- [Description of the task]:
The entries below should be transcribed in their entirety, exactly as written.

- [Data shown]:

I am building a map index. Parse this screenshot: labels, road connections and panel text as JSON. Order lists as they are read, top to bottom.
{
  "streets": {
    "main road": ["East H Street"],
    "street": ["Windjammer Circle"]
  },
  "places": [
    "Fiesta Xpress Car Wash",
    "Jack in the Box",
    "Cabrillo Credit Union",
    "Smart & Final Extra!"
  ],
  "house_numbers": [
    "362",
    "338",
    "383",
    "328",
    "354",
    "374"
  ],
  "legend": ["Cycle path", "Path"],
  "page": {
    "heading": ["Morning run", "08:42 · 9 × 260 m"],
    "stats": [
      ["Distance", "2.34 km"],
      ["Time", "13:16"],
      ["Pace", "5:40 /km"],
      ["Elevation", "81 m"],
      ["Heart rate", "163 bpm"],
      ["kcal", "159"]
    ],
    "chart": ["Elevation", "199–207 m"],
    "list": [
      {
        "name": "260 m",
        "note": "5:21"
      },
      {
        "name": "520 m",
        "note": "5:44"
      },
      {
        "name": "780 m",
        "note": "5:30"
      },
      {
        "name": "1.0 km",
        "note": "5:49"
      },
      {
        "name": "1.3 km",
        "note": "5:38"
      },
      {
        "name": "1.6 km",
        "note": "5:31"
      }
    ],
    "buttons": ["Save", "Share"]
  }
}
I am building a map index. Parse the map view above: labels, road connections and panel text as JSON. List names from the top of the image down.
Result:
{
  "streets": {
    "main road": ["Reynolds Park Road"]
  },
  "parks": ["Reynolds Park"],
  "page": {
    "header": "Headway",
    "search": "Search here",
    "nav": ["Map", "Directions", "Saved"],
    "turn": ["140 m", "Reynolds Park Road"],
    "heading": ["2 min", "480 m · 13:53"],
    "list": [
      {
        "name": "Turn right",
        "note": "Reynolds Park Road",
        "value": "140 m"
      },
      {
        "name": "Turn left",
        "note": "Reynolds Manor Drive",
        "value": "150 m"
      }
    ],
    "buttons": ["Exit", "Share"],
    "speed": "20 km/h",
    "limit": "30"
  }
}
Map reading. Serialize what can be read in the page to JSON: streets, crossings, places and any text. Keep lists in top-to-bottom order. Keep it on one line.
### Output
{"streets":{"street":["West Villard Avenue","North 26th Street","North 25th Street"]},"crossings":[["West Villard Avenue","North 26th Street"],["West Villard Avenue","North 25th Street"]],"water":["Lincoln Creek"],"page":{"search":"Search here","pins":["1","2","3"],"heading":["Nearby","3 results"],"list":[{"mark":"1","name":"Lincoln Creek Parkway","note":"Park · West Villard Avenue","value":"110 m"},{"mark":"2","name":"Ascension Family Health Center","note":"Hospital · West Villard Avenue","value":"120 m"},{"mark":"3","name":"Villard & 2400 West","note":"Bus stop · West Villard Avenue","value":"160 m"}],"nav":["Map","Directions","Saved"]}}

- [Exercise output]:
I am building a map index. Parse this screenshot: labels, road connections and panel text as JSON. Order lists as they are read, top to bottom.
{
  "streets": {
    "main road": ["East H Street"],
    "street": ["Windjammer Circle"]
  },
  "places": [
    "Fiesta Xpress Car Wash",
    "Jack in the Box",
    "Cabrillo Credit Union",
    "Smart & Final Extra!"
  ],
  "house_numbers": [
    "362",
    "338",
    "383",
    "328",
    "354",
    "374"
  ],
  "legend": ["Cycle path", "Path"],
  "page": {
    "heading": ["Morning run", "08:42 · 9 × 260 m"],
    "stats": [
      ["Distance", "2.34 km"],
      ["Time", "13:16"],
      ["Pace", "5:40 /km"],
      ["Elevation", "81 m"],
      ["Heart rate", "163 bpm"],
      ["kcal", "159"]
    ],
    "chart": ["Elevation", "199–207 m"],
    "list": [
      {
        "name": "260 m",
        "note": "5:21"
      },
      {
        "name": "520 m",
        "note": "5:44"
      },
      {
        "name": "780 m",
        "note": "5:30"
      },
      {
        "name": "1.0 km",
        "note": "5:49"
      },
      {
        "name": "1.3 km",
        "note": "5:38"
      },
      {
        "name": "1.6 km",
        "note": "5:31"
      }
    ],
    "buttons": ["Save", "Share"]
  }
}
I am building a map index. Parse the map view above: labels, road connections and panel text as JSON. List names from the top of the image down.
Result:
{
  "streets": {
    "main road": ["Reynolds Park Road"]
  },
  "parks": ["Reynolds Park"],
  "page": {
    "header": "Headway",
    "search": "Search here",
    "nav": ["Map", "Directions", "Saved"],
    "turn": ["140 m", "Reynolds Park Road"],
    "heading": ["2 min", "480 m · 13:53"],
    "list": [
      {
        "name": "Turn right",
        "note": "Reynolds Park Road",
        "value": "140 m"
      },
      {
        "name": "Turn left",
        "note": "Reynolds Manor Drive",
        "value": "150 m"
      }
    ],
    "buttons": ["Exit", "Share"],
    "speed": "20 km/h",
    "limit": "30"
  }
}
Map reading. Serialize what can be read in the page to JSON: streets, crossings, places and any text. Keep lists in top-to-bottom order. Keep it on one line.
### Output
{"streets":{"street":["West Villard Avenue","North 26th Street","North 25th Street"]},"crossings":[["West Villard Avenue","North 26th Street"],["West Villard Avenue","North 25th Street"]],"water":["Lincoln Creek"],"page":{"search":"Search here","pins":["1","2","3"],"heading":["Nearby","3 results"],"list":[{"mark":"1","name":"Lincoln Creek Parkway","note":"Park · West Villard Avenue","value":"110 m"},{"mark":"2","name":"Ascension Family Health Center","note":"Hospital · West Villard Avenue","value":"120 m"},{"mark":"3","name":"Villard & 2400 West","note":"Bus stop · West Villard Avenue","value":"160 m"}],"nav":["Map","Directions","Saved"]}}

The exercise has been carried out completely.